> **EXERCISE REQUIREMENTS**
Range to reproduce from the entries below: the line with "pinky mcp: (410, 343)", the line with "thumb cmc: (263, 324)", and every line in between. Give them exactly and give nothing else.

(Data records)
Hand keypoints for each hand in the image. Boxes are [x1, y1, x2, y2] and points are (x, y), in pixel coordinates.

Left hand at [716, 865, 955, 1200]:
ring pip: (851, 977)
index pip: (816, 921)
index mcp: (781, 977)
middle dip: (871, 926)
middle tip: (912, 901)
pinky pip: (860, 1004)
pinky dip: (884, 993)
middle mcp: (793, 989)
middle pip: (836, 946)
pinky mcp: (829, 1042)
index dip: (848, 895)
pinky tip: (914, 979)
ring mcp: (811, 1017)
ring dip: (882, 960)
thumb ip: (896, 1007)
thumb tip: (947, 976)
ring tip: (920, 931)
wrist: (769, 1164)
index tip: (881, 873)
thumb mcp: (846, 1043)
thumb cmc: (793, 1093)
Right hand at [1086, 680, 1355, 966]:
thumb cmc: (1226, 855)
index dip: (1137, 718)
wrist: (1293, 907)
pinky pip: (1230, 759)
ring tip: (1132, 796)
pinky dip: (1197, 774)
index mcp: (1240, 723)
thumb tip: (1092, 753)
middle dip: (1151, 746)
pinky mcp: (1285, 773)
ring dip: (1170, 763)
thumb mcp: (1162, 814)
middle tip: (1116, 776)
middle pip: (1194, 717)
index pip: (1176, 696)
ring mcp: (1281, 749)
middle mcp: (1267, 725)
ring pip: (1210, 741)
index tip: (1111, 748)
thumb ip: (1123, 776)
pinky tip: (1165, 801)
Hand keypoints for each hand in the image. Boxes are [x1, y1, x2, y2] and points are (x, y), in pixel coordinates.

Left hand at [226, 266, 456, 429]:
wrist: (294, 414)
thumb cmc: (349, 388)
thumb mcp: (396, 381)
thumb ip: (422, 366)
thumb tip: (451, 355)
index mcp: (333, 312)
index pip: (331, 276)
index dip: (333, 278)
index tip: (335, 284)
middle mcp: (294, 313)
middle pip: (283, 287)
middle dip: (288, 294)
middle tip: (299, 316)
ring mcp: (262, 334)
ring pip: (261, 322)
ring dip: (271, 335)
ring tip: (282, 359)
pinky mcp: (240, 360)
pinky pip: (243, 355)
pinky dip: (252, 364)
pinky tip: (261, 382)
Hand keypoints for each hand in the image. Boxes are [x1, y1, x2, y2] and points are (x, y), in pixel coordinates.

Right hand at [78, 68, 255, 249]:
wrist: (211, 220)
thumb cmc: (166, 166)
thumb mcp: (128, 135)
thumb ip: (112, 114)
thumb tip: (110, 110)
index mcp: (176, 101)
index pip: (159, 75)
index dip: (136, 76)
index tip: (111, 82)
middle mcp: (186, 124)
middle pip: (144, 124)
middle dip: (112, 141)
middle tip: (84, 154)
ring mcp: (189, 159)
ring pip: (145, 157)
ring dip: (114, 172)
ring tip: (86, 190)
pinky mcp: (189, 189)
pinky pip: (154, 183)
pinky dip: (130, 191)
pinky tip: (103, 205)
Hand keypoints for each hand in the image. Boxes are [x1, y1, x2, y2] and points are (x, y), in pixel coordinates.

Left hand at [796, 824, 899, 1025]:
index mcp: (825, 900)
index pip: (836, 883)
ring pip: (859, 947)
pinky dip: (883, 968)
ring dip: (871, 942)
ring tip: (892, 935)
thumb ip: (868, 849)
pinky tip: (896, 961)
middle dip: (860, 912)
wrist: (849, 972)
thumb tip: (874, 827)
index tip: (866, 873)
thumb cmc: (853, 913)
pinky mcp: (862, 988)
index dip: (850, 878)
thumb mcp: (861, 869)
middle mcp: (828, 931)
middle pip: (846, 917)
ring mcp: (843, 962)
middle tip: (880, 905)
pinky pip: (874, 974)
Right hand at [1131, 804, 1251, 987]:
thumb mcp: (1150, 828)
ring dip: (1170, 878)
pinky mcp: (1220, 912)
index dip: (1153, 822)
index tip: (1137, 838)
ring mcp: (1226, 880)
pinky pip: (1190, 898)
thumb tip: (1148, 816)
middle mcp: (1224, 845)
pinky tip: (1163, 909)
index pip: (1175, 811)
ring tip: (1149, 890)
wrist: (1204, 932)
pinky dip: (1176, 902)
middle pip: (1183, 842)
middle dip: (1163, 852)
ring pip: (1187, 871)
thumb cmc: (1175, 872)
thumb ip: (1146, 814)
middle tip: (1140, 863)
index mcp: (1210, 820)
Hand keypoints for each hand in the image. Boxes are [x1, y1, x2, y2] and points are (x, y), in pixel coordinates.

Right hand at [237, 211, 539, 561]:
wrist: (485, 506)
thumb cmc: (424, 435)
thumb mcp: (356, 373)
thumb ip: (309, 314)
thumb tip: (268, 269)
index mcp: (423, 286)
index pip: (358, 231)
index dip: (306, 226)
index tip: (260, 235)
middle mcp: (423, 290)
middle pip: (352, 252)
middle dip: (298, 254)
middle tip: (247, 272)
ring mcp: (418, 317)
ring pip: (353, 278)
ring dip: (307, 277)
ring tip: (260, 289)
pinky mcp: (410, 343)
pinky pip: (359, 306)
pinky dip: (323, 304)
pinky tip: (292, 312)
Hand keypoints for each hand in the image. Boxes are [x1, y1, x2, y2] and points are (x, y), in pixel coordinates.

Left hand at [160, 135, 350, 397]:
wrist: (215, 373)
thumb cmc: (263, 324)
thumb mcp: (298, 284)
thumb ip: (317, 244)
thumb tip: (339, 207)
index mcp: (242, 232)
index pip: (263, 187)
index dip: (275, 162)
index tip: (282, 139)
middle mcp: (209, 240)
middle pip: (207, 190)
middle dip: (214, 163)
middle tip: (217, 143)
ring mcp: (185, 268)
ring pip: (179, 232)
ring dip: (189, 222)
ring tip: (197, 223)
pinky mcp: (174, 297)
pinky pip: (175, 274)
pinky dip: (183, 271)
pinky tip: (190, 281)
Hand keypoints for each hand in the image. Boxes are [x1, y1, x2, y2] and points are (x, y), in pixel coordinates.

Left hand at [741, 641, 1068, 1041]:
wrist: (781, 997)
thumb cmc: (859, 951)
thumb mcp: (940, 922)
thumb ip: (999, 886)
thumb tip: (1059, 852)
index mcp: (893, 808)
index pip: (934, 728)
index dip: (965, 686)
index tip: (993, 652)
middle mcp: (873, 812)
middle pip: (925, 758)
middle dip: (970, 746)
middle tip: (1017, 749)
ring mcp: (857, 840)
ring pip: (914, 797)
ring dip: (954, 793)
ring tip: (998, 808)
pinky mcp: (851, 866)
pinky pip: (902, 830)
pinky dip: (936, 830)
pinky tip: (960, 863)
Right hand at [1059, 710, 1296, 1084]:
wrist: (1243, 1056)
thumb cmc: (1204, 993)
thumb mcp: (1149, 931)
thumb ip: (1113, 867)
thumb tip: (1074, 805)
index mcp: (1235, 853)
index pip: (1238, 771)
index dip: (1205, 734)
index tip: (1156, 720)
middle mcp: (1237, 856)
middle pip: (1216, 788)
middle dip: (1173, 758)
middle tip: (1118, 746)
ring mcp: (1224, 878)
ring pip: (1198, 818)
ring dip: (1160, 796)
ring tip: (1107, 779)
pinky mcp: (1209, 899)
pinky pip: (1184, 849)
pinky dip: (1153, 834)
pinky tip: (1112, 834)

> **THE COMPLETED TASK**
pinky mcp: (410, 343)
pinky pip: (359, 306)
pinky dip: (323, 304)
pinky tip: (292, 312)
Hand keypoints for each hand in the image. Boxes are [x1, y1, x2, y2] and points are (x, y), in pixel coordinates.

Left hand at [160, 135, 350, 397]:
wrist: (215, 373)
thumb cmc: (263, 324)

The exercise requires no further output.